§ REQUIRED WORK
Starting from the first line below, count the lines carrying the string "further" and answer with the count by itself.

§ SUPPLIED ENTRIES

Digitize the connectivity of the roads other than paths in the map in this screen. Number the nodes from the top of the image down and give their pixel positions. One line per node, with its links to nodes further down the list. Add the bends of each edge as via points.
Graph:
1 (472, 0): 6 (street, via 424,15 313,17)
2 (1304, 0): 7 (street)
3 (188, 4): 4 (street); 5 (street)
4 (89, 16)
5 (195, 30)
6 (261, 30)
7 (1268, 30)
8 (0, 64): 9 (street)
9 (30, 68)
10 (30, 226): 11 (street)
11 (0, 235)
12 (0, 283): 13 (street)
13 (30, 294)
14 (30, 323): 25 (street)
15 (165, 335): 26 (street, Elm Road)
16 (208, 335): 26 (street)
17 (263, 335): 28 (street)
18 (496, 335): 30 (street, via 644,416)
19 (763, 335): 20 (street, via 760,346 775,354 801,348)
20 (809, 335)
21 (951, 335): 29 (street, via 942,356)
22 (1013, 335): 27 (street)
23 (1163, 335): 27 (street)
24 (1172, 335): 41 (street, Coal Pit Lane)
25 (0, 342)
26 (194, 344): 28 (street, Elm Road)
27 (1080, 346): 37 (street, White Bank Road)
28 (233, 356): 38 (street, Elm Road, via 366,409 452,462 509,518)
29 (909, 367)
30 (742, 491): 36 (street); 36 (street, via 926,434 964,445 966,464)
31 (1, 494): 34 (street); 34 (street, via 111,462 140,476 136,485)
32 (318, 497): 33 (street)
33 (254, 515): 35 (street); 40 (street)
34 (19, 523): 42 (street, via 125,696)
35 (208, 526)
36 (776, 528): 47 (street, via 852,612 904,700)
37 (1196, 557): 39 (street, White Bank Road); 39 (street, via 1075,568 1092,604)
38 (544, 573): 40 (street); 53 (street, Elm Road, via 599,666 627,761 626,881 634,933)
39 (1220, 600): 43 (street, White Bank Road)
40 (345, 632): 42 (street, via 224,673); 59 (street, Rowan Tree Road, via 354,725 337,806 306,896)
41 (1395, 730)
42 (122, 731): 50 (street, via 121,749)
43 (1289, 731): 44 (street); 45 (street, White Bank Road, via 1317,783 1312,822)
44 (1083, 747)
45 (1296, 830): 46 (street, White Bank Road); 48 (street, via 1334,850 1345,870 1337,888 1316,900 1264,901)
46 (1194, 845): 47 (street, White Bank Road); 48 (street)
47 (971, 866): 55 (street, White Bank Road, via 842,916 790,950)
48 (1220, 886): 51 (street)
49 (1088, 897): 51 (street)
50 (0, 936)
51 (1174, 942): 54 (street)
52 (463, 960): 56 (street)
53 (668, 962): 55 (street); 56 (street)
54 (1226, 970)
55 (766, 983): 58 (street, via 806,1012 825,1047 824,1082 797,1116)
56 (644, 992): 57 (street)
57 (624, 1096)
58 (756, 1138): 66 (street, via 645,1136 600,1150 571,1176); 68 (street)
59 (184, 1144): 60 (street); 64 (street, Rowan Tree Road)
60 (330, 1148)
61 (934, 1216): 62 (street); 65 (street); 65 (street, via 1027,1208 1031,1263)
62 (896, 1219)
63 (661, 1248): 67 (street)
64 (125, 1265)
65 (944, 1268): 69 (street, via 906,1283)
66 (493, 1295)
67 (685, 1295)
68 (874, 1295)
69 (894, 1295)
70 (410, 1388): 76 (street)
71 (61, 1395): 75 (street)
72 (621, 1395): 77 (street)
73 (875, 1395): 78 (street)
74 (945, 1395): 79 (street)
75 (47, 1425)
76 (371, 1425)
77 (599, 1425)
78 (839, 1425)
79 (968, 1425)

* * *

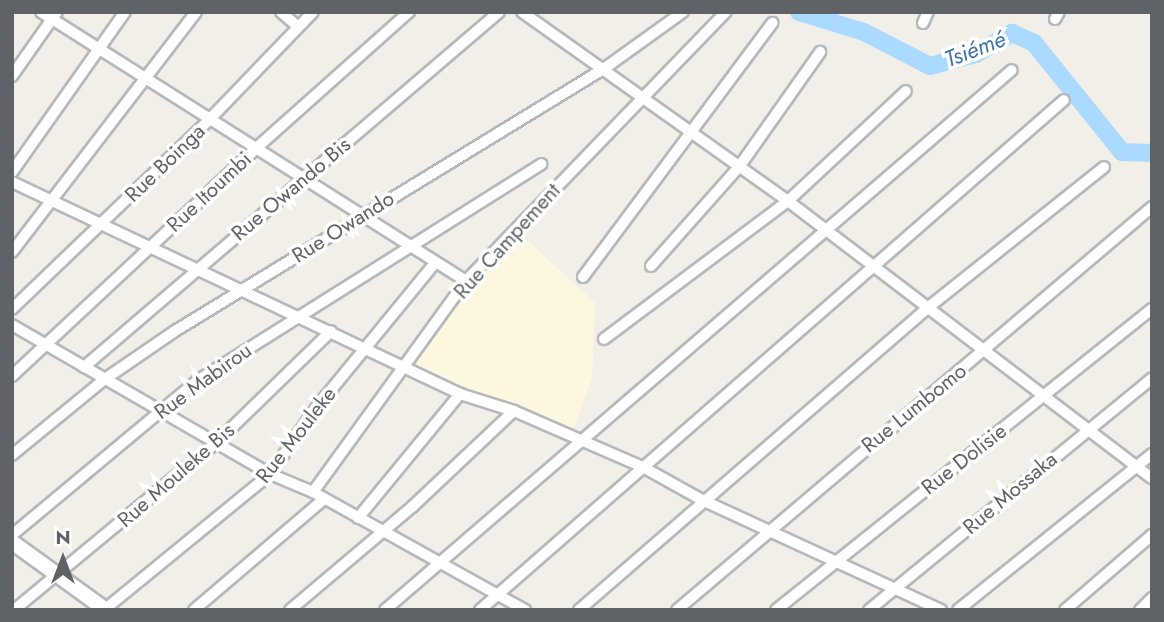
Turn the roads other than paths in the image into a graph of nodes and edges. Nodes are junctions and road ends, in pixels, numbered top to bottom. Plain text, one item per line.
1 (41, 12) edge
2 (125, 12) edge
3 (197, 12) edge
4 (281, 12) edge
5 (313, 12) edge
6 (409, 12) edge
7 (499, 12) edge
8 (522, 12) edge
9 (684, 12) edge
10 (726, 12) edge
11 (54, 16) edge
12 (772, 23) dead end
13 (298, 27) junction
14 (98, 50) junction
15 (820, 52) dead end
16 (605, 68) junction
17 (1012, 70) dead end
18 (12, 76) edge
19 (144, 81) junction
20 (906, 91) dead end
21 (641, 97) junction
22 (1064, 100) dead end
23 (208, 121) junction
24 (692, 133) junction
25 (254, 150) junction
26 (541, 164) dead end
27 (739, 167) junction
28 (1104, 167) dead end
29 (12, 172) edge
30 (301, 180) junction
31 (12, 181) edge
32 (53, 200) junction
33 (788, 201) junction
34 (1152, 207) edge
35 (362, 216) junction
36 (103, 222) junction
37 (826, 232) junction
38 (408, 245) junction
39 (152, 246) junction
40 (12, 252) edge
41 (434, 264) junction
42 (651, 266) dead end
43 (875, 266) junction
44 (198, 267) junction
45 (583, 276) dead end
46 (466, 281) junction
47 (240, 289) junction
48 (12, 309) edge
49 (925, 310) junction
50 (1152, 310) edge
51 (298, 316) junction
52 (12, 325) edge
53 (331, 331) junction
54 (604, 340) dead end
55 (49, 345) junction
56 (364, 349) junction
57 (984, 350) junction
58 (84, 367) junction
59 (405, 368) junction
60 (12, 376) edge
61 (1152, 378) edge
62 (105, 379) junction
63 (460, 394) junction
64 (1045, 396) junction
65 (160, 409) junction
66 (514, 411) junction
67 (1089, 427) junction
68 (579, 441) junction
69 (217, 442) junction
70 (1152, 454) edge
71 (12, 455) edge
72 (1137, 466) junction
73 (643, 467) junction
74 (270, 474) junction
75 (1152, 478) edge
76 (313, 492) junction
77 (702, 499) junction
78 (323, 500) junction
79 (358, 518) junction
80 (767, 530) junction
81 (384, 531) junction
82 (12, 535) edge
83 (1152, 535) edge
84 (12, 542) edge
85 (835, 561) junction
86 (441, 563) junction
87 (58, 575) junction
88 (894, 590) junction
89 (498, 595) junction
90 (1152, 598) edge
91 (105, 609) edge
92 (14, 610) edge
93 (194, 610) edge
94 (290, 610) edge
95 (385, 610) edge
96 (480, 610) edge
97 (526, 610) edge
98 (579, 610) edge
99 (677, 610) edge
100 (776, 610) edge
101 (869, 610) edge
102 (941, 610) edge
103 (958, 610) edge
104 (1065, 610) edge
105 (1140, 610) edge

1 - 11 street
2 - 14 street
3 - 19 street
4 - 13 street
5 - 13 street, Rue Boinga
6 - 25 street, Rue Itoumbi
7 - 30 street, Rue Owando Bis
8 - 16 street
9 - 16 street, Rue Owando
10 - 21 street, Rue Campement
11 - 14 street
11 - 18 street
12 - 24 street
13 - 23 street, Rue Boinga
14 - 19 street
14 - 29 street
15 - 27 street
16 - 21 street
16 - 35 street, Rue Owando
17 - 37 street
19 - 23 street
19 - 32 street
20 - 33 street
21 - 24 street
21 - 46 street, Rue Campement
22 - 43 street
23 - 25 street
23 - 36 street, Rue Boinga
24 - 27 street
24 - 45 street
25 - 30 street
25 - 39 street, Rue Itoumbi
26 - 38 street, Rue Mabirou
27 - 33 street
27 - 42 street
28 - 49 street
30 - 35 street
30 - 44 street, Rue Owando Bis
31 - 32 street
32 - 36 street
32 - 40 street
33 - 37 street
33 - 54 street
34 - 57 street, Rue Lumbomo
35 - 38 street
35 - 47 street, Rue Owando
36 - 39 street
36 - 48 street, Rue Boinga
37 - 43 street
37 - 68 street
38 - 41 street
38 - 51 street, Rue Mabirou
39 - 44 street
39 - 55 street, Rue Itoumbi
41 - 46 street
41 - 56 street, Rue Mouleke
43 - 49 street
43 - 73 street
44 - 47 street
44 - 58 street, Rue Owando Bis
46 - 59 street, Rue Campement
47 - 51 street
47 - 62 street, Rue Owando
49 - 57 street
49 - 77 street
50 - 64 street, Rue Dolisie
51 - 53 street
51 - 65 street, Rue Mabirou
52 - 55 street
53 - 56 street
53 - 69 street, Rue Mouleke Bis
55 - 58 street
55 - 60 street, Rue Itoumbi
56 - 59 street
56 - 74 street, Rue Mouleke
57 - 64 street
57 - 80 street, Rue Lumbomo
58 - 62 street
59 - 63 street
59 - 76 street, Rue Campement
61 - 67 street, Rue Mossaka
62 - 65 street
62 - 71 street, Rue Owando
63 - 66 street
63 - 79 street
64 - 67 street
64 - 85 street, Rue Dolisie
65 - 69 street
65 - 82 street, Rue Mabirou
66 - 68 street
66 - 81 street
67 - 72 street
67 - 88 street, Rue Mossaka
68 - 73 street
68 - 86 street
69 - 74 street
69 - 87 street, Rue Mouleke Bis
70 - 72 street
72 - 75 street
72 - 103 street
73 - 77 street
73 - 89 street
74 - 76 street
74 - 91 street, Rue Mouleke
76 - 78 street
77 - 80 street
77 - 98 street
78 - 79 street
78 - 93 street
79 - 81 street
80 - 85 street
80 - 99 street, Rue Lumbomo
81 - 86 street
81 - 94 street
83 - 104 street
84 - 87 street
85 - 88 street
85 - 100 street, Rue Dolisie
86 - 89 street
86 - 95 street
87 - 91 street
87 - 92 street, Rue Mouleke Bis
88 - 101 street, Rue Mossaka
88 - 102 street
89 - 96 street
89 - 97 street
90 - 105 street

--

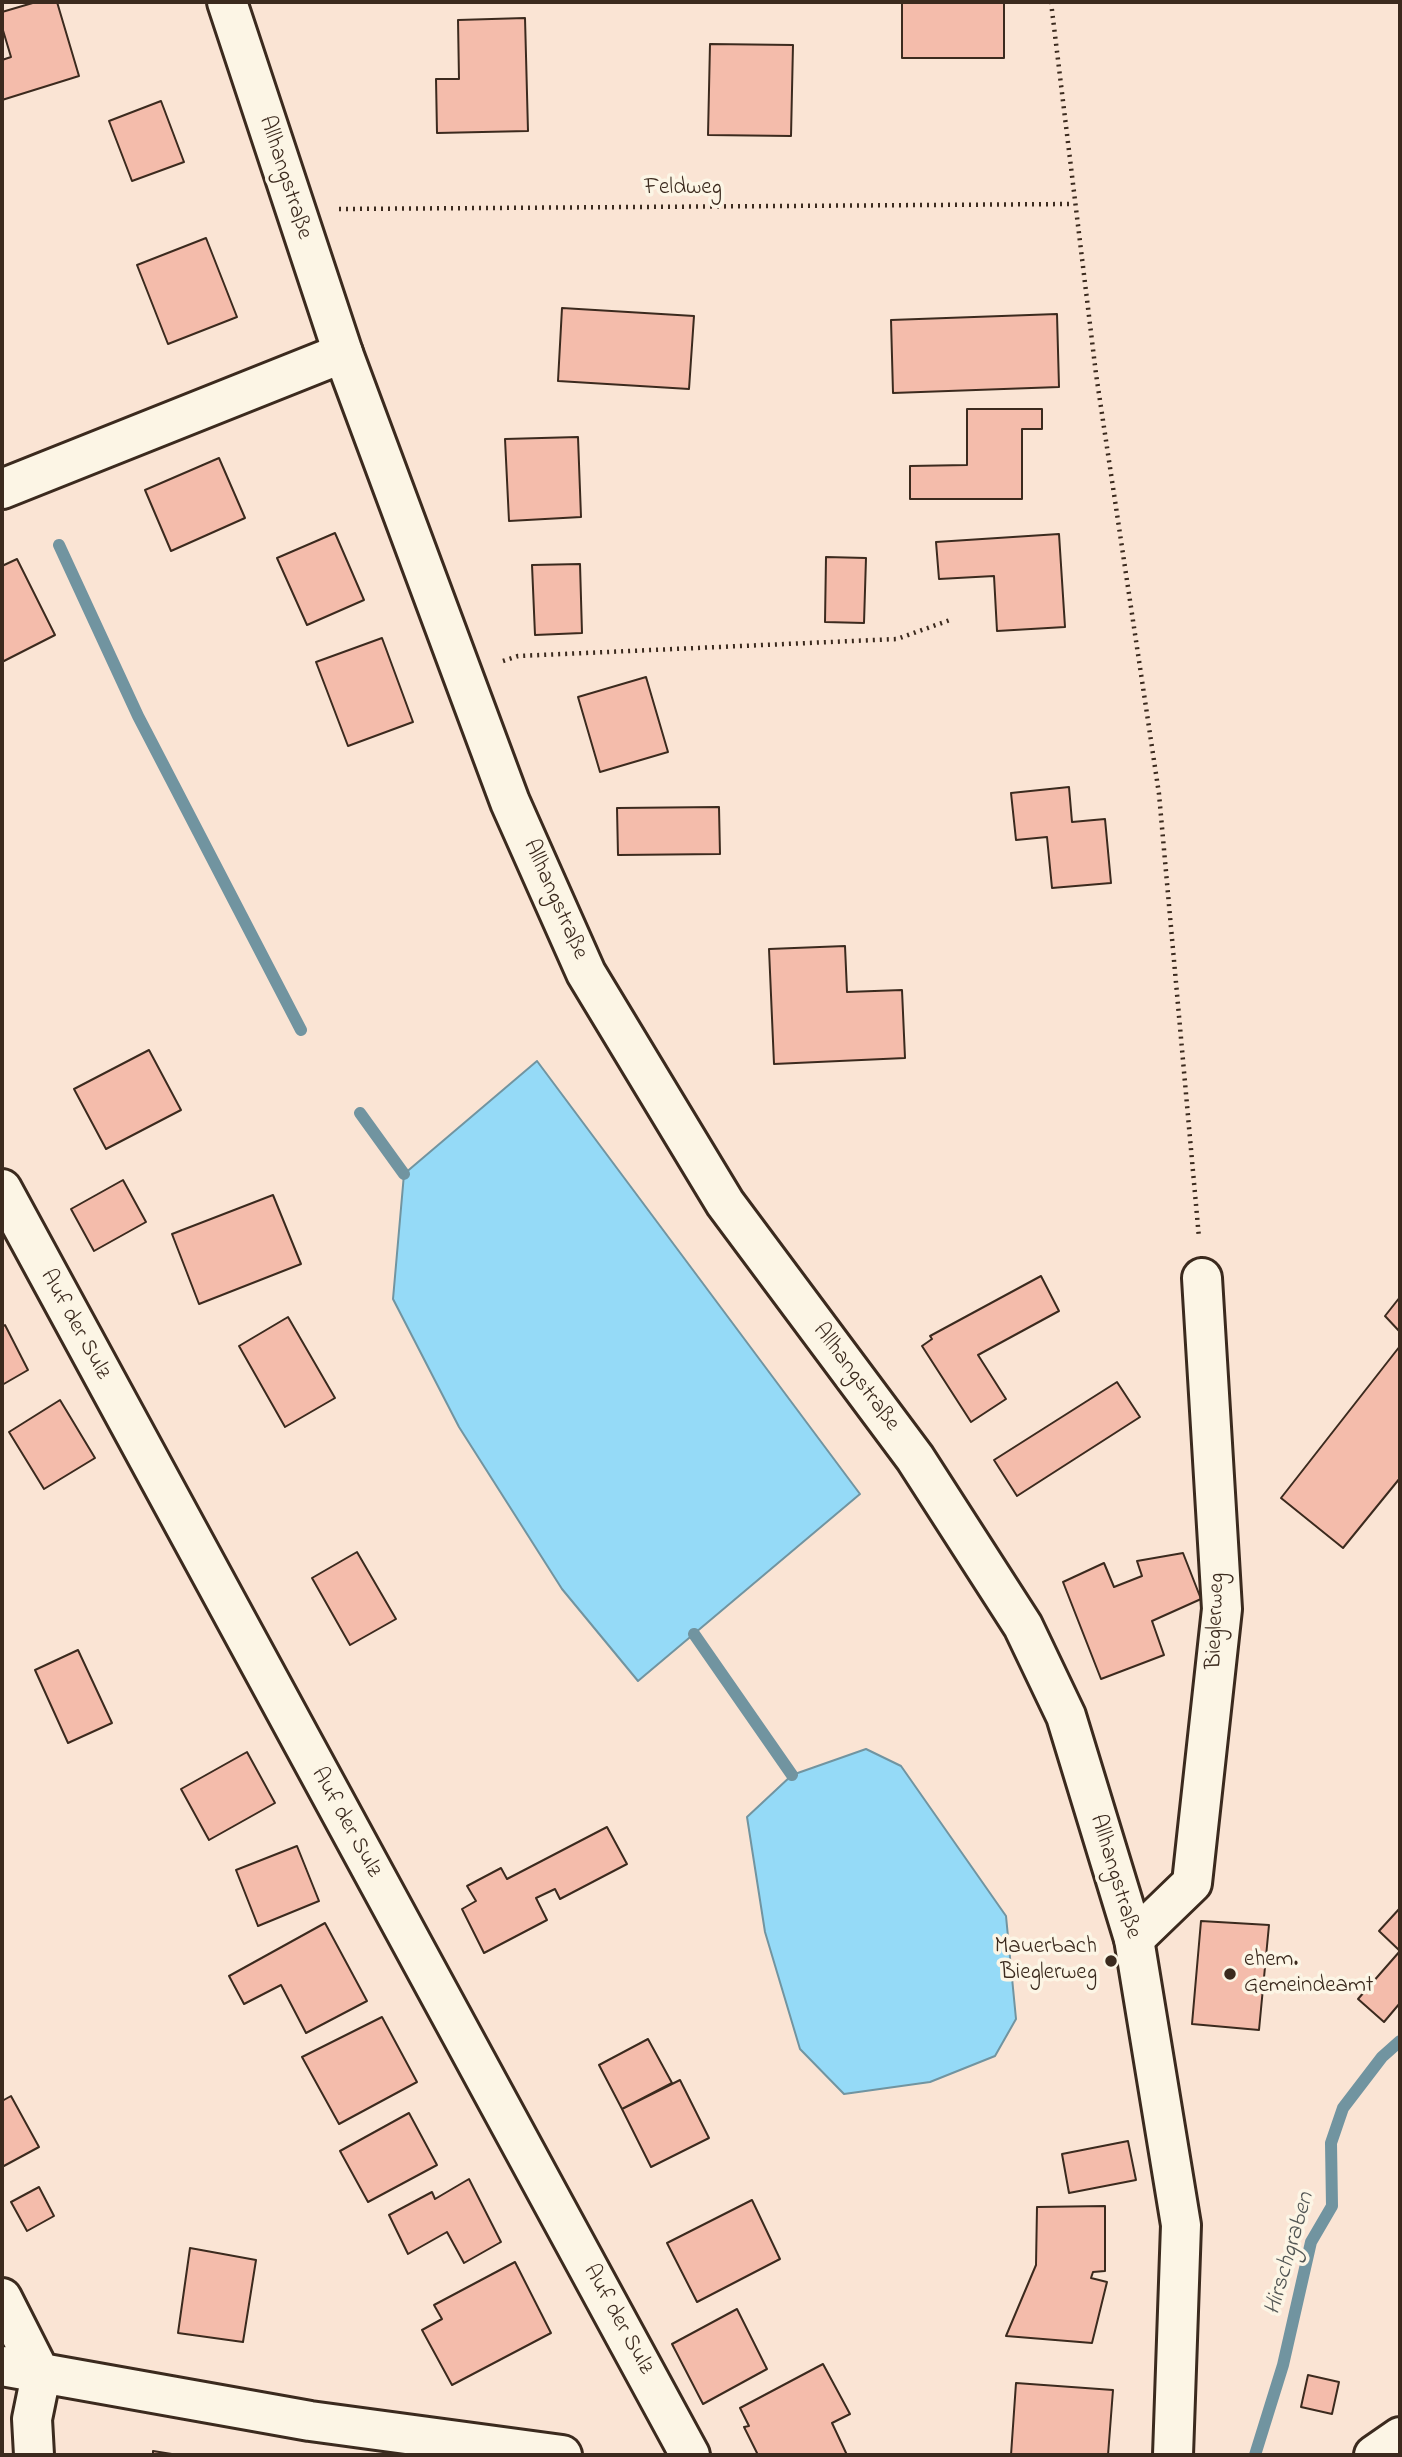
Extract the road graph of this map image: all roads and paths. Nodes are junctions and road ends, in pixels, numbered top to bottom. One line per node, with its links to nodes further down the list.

§ RESULT BELOW
2